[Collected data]
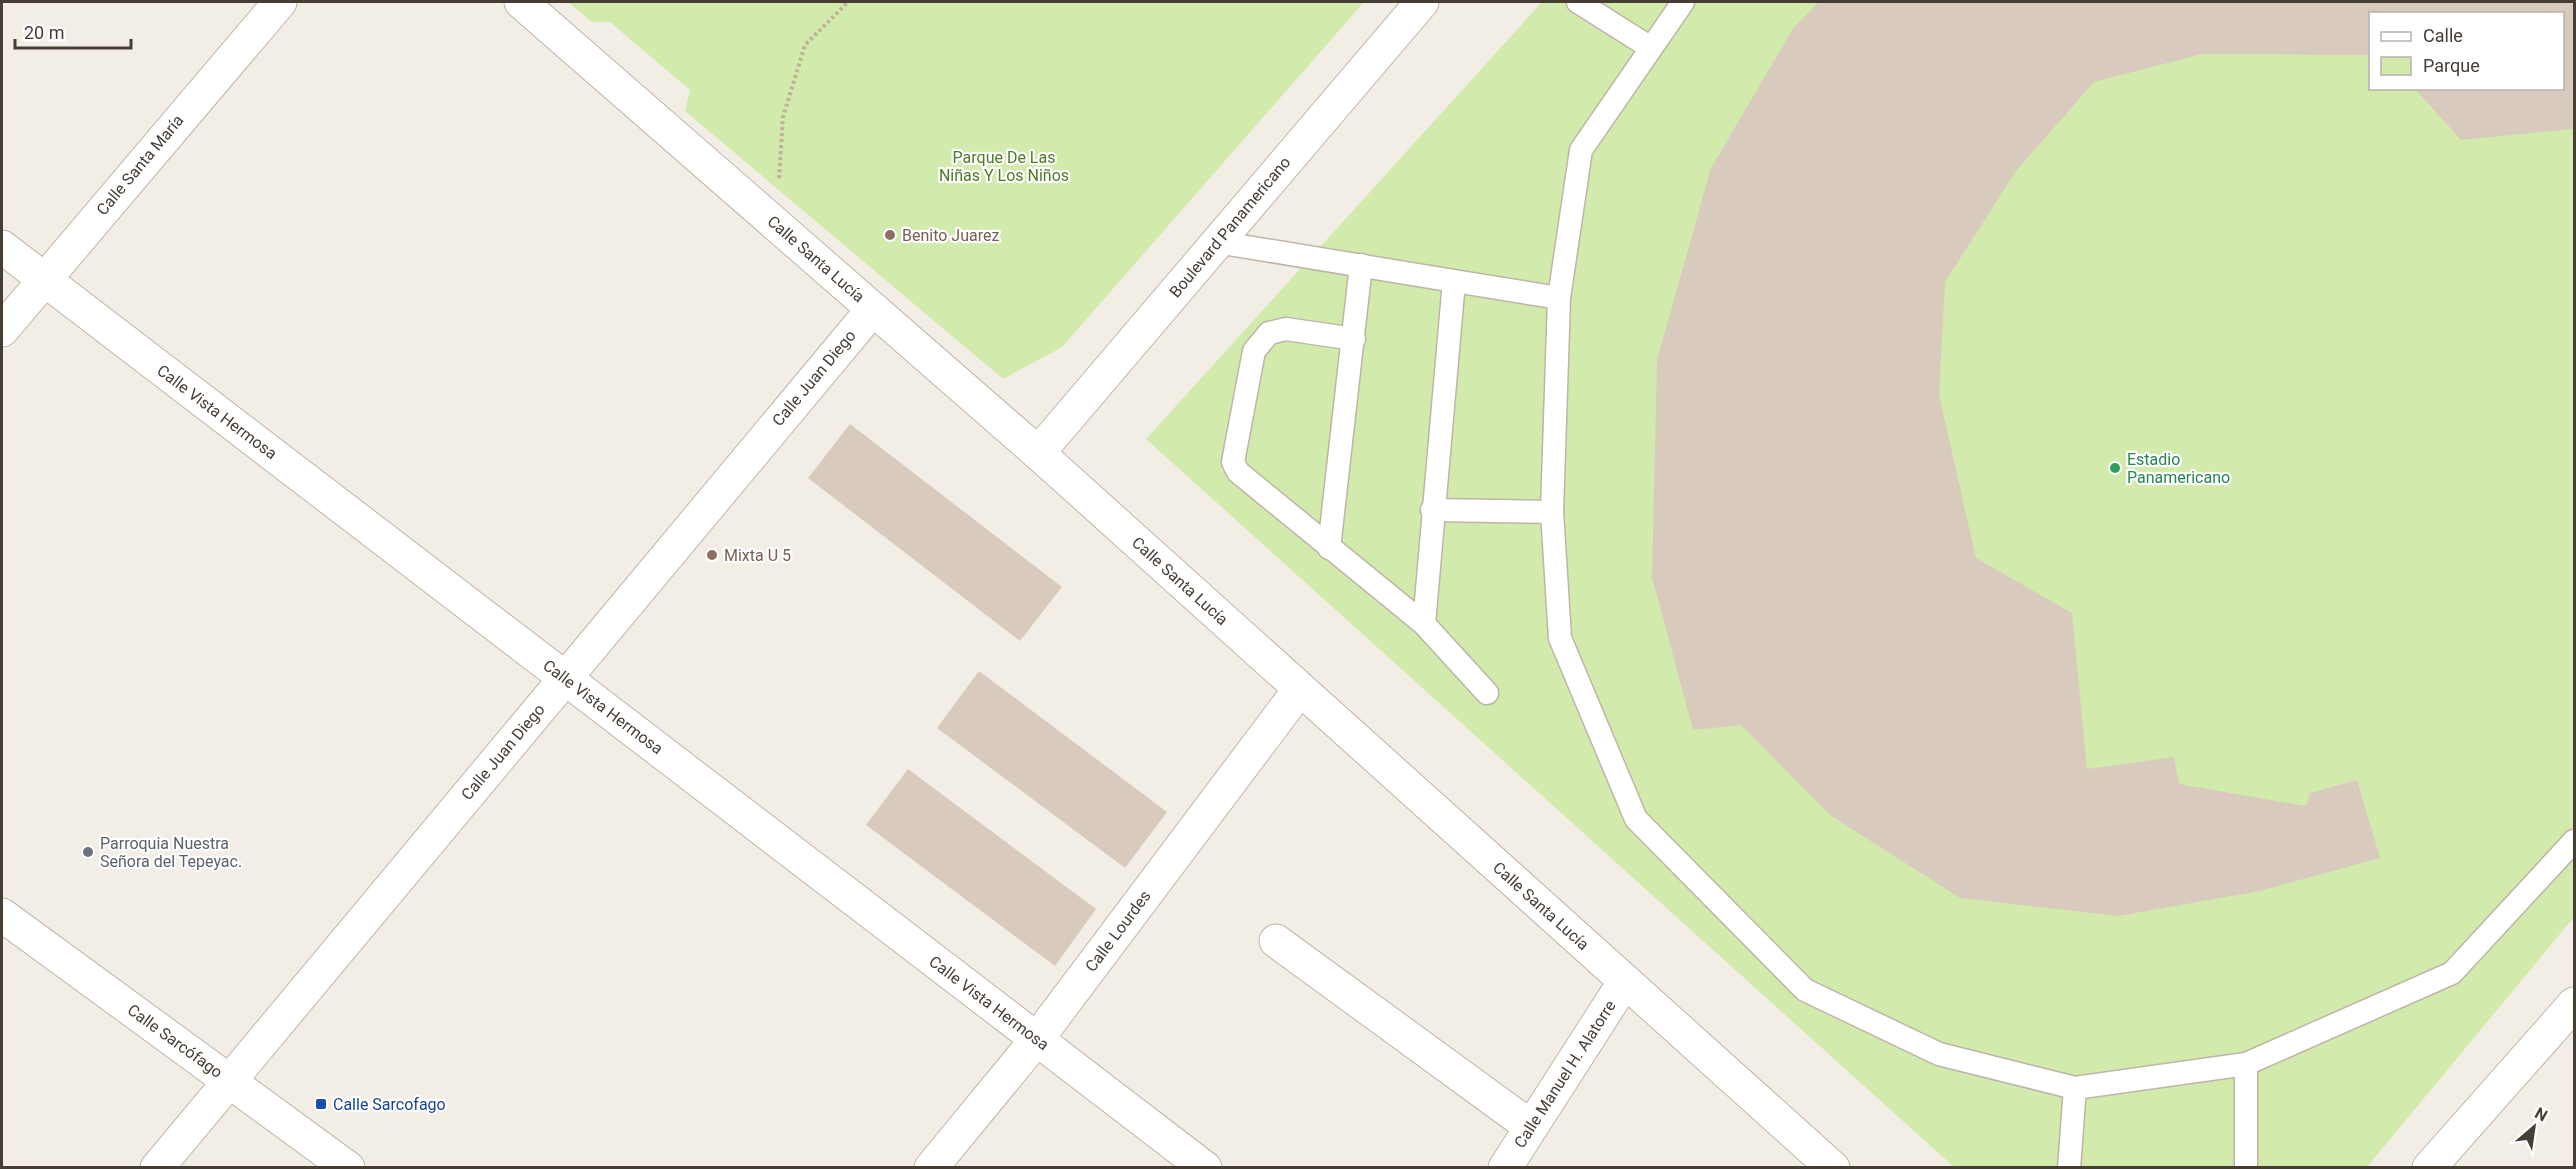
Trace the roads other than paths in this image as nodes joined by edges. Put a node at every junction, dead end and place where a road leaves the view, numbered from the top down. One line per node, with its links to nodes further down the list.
1 (280, 2): 10 (street, Calle Santa María)
2 (521, 2): 13 (street, Calle Santa Lucía)
3 (1422, 2): 7 (street, Boulevard Panamericano)
4 (1578, 2): 6 (lane)
5 (1683, 2): 6 (lane)
6 (1651, 48): 12 (lane)
7 (1217, 242): 9 (lane); 16 (street, Boulevard Panamericano)
8 (2, 247): 10 (street, Calle Vista Hermosa)
9 (1361, 265): 11 (lane); 15 (lane)
10 (44, 279): 14 (street, Calle Santa María); 21 (street, Calle Vista Hermosa)
11 (1454, 281): 12 (lane); 17 (lane)
12 (1559, 298): 18 (lane)
13 (873, 309): 16 (street, Calle Santa Lucía); 21 (street, Calle Juan Diego)
14 (2, 330)
15 (1354, 339): 19 (lane); 19 (lane)
16 (1038, 453): 22 (street, Calle Santa Lucía)
17 (1432, 510): 18 (lane); 20 (lane)
18 (1552, 513): 32 (lane)
19 (1329, 548): 20 (lane)
20 (1424, 624): 23 (lane)
21 (565, 678): 29 (street, Calle Vista Hermosa); 31 (street, Calle Juan Diego)
22 (1300, 689): 27 (street, Calle Santa Lucía); 29 (street, Calle Lourdes)
23 (1487, 693)
24 (2574, 841): 30 (lane)
25 (2, 915): 31 (street, Calle Sarcófago)
26 (1276, 941): 33 (street)
27 (1625, 981): 33 (street, Calle Manuel H. Alatorre); 39 (street, Calle Santa Lucía)
28 (2574, 1004): 42 (street)
29 (1037, 1039): 36 (street, Calle Lourdes); 37 (street, Calle Vista Hermosa)
30 (2246, 1064): 32 (lane); 41 (lane)
31 (229, 1081): 34 (street, Calle Juan Diego); 35 (street, Calle Sarcófago)
32 (2075, 1088): 40 (lane)
33 (1531, 1127): 38 (street, Calle Manuel H. Alatorre)
34 (157, 1167)
35 (348, 1167)
36 (931, 1167)
37 (1205, 1167)
38 (1505, 1167)
39 (1833, 1167)
40 (2069, 1167)
41 (2247, 1167)
42 (2429, 1167)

◆ Work instruction ◆
Leave out the pictures, then copy all the remaining text in the records exactly.

◆ Task solution ◆
Trace the roads other than paths in this image as nodes joined by edges. Put a node at every junction, dead end and place where a road leaves the view, numbered from the top down. One line per node, with its links to nodes further down the list.
1 (280, 2): 10 (street, Calle Santa María)
2 (521, 2): 13 (street, Calle Santa Lucía)
3 (1422, 2): 7 (street, Boulevard Panamericano)
4 (1578, 2): 6 (lane)
5 (1683, 2): 6 (lane)
6 (1651, 48): 12 (lane)
7 (1217, 242): 9 (lane); 16 (street, Boulevard Panamericano)
8 (2, 247): 10 (street, Calle Vista Hermosa)
9 (1361, 265): 11 (lane); 15 (lane)
10 (44, 279): 14 (street, Calle Santa María); 21 (street, Calle Vista Hermosa)
11 (1454, 281): 12 (lane); 17 (lane)
12 (1559, 298): 18 (lane)
13 (873, 309): 16 (street, Calle Santa Lucía); 21 (street, Calle Juan Diego)
14 (2, 330)
15 (1354, 339): 19 (lane); 19 (lane)
16 (1038, 453): 22 (street, Calle Santa Lucía)
17 (1432, 510): 18 (lane); 20 (lane)
18 (1552, 513): 32 (lane)
19 (1329, 548): 20 (lane)
20 (1424, 624): 23 (lane)
21 (565, 678): 29 (street, Calle Vista Hermosa); 31 (street, Calle Juan Diego)
22 (1300, 689): 27 (street, Calle Santa Lucía); 29 (street, Calle Lourdes)
23 (1487, 693)
24 (2574, 841): 30 (lane)
25 (2, 915): 31 (street, Calle Sarcófago)
26 (1276, 941): 33 (street)
27 (1625, 981): 33 (street, Calle Manuel H. Alatorre); 39 (street, Calle Santa Lucía)
28 (2574, 1004): 42 (street)
29 (1037, 1039): 36 (street, Calle Lourdes); 37 (street, Calle Vista Hermosa)
30 (2246, 1064): 32 (lane); 41 (lane)
31 (229, 1081): 34 (street, Calle Juan Diego); 35 (street, Calle Sarcófago)
32 (2075, 1088): 40 (lane)
33 (1531, 1127): 38 (street, Calle Manuel H. Alatorre)
34 (157, 1167)
35 (348, 1167)
36 (931, 1167)
37 (1205, 1167)
38 (1505, 1167)
39 (1833, 1167)
40 (2069, 1167)
41 (2247, 1167)
42 (2429, 1167)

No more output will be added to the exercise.